A group of users filed a lawsuit on Friday in a U.S. district court in San Francisco, alleging Meta misrepresents WhatsApp encryption and seeking damages, according to the legal filing (filed). The plaintiffs say they come from Australia, Mexico, South Africa and India and call the app’s end-to-end encryption a sham.
Meta pushed back on the claim via its communications director Andy Stone, who posted that the allegation is false and called the suit a “frivolous work of fiction.” “Any claim that people’s WhatsApp messages are not encrypted is categorically false and absurd,” he wrote.
Meta also notes on its help page that end-to-end encryption protects privacy by ensuring only users can read their messages, stating “End-to-end encryption helps protect your privacy by ensuring no one sees your messages except you.”
Pavel Durov, CEO of Telegram, publicly supported the lawsuit and said his team found weaknesses when analyzing WhatsApp’s implementation. “You’d have to be braindead to believe WhatsApp is secure in 2026. When we analyzed how WhatsApp implemented its ‘encryption’, we found multiple attack vectors.”

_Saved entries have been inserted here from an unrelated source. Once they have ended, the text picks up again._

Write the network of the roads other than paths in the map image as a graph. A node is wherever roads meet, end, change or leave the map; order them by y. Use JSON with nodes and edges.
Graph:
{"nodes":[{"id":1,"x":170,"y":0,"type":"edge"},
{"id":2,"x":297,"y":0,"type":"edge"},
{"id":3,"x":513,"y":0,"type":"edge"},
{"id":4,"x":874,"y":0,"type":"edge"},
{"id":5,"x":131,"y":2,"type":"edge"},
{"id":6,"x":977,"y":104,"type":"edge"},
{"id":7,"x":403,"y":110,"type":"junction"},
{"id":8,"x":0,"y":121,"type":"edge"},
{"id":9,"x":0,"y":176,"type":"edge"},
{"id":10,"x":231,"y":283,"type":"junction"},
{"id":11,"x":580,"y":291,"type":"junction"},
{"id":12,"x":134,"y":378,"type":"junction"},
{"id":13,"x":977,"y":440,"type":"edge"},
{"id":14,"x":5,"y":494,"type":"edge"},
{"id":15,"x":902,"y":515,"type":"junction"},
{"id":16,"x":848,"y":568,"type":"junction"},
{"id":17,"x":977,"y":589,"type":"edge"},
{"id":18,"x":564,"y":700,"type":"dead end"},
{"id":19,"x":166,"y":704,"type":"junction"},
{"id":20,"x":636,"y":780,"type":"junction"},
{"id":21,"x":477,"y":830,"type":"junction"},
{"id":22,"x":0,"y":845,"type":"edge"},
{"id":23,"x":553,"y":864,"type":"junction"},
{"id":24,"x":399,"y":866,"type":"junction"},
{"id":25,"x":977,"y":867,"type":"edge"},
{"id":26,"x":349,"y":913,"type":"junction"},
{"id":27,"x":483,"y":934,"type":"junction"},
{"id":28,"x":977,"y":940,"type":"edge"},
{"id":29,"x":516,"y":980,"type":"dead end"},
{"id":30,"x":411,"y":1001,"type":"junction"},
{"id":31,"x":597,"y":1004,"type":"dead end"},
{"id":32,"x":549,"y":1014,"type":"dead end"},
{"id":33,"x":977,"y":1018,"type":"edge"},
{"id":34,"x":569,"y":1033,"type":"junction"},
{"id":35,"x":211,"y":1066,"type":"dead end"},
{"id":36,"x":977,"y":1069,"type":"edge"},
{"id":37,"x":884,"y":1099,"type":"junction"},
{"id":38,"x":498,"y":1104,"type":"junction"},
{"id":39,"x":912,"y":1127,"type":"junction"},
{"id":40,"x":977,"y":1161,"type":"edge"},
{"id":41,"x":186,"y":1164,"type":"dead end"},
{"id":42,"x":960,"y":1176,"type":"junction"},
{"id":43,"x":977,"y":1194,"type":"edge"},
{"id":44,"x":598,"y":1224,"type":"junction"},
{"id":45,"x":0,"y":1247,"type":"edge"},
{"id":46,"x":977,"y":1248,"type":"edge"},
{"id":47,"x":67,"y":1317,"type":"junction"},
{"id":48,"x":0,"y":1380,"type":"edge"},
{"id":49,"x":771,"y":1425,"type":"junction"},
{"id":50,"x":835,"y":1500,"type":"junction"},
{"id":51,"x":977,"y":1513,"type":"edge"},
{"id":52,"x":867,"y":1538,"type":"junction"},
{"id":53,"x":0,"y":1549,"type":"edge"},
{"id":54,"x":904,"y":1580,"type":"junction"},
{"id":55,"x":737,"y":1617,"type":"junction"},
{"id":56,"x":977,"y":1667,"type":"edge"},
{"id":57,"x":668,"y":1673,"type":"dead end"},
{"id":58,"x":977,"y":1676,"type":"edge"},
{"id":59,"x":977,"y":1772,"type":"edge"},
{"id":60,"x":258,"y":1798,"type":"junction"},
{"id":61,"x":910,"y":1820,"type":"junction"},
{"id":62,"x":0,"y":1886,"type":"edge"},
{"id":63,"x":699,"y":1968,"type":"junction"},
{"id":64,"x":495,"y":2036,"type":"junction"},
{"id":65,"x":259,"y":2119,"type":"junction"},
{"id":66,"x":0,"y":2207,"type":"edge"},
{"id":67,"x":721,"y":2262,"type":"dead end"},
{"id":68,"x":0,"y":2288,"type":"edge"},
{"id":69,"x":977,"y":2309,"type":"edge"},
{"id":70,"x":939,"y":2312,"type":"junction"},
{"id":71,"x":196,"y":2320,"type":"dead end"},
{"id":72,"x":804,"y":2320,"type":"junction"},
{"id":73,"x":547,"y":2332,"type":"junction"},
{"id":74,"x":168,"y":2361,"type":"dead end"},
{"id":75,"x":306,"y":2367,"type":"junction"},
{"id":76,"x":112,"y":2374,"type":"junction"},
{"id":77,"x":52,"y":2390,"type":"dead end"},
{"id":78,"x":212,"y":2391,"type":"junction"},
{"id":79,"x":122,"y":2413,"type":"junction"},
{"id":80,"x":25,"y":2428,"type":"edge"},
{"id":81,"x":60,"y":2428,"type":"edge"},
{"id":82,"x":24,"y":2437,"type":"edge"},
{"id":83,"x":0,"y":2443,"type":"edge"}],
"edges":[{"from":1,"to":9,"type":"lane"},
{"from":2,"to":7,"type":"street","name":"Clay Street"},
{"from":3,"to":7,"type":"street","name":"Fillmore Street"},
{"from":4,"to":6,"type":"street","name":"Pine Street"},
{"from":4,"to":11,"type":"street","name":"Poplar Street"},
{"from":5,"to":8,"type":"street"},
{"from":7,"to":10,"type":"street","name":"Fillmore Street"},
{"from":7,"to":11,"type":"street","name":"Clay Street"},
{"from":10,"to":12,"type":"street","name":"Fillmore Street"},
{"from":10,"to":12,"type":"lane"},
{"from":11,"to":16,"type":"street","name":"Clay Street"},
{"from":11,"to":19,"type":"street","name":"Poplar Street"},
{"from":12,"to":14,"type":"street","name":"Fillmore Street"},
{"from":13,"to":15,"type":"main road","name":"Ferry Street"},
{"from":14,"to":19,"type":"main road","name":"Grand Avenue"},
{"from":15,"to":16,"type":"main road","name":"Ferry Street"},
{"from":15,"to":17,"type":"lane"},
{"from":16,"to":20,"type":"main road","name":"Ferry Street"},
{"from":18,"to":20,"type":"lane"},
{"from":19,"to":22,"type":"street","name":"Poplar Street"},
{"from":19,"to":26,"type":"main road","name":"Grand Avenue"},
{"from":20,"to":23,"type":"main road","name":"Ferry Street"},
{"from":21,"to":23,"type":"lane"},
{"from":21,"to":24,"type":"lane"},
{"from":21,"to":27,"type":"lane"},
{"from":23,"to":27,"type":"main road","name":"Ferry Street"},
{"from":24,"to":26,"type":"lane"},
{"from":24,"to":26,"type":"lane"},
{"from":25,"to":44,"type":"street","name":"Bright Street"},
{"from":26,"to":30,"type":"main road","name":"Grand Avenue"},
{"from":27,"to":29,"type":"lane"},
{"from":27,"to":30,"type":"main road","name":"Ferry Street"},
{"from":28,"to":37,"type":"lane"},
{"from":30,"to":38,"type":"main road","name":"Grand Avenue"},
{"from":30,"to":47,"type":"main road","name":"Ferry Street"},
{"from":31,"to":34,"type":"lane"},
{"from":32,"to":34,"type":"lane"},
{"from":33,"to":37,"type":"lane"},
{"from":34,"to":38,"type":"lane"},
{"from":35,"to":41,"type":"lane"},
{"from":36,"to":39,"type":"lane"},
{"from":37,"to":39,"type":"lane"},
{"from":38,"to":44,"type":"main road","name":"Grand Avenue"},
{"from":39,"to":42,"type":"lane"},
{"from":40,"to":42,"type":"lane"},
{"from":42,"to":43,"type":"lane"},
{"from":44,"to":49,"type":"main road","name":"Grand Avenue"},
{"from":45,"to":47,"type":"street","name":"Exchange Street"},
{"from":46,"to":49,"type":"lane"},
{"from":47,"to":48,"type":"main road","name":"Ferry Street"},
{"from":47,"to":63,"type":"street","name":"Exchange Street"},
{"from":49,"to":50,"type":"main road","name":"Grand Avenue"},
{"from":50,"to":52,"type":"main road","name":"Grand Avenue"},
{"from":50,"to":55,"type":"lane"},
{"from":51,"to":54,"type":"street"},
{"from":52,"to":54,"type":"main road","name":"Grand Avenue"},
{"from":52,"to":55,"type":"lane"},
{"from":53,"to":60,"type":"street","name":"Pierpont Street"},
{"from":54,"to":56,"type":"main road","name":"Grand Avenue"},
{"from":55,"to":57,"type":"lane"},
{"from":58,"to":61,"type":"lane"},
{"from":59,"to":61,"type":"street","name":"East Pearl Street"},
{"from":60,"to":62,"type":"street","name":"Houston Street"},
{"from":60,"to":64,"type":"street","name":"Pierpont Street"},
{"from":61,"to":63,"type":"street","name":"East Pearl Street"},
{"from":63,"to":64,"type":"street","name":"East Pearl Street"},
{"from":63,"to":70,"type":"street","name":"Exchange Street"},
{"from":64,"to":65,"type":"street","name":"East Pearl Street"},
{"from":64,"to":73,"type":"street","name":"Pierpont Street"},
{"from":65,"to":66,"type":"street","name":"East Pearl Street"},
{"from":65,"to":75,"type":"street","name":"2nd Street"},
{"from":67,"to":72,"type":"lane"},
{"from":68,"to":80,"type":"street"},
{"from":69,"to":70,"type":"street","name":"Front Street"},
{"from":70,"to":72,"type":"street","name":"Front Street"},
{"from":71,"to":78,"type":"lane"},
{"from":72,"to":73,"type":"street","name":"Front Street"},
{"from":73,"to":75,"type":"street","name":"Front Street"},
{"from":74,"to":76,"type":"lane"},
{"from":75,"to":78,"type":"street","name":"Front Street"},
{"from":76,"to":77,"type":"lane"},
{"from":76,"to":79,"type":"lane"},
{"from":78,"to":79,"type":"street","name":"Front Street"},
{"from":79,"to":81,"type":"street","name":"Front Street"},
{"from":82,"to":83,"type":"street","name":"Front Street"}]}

The lawsuit arrives as users increasingly adopt decentralized messengers such as Bitchat, which uses Bluetooth mesh networks for offline encrypted messaging. The Jack Dorsey-launched app and others now see more downloads in countries facing social restrictions and disasters.
Other decentralized options with end-to-end encryption include Session and X-Messenger, which advertise private, encrypted communication.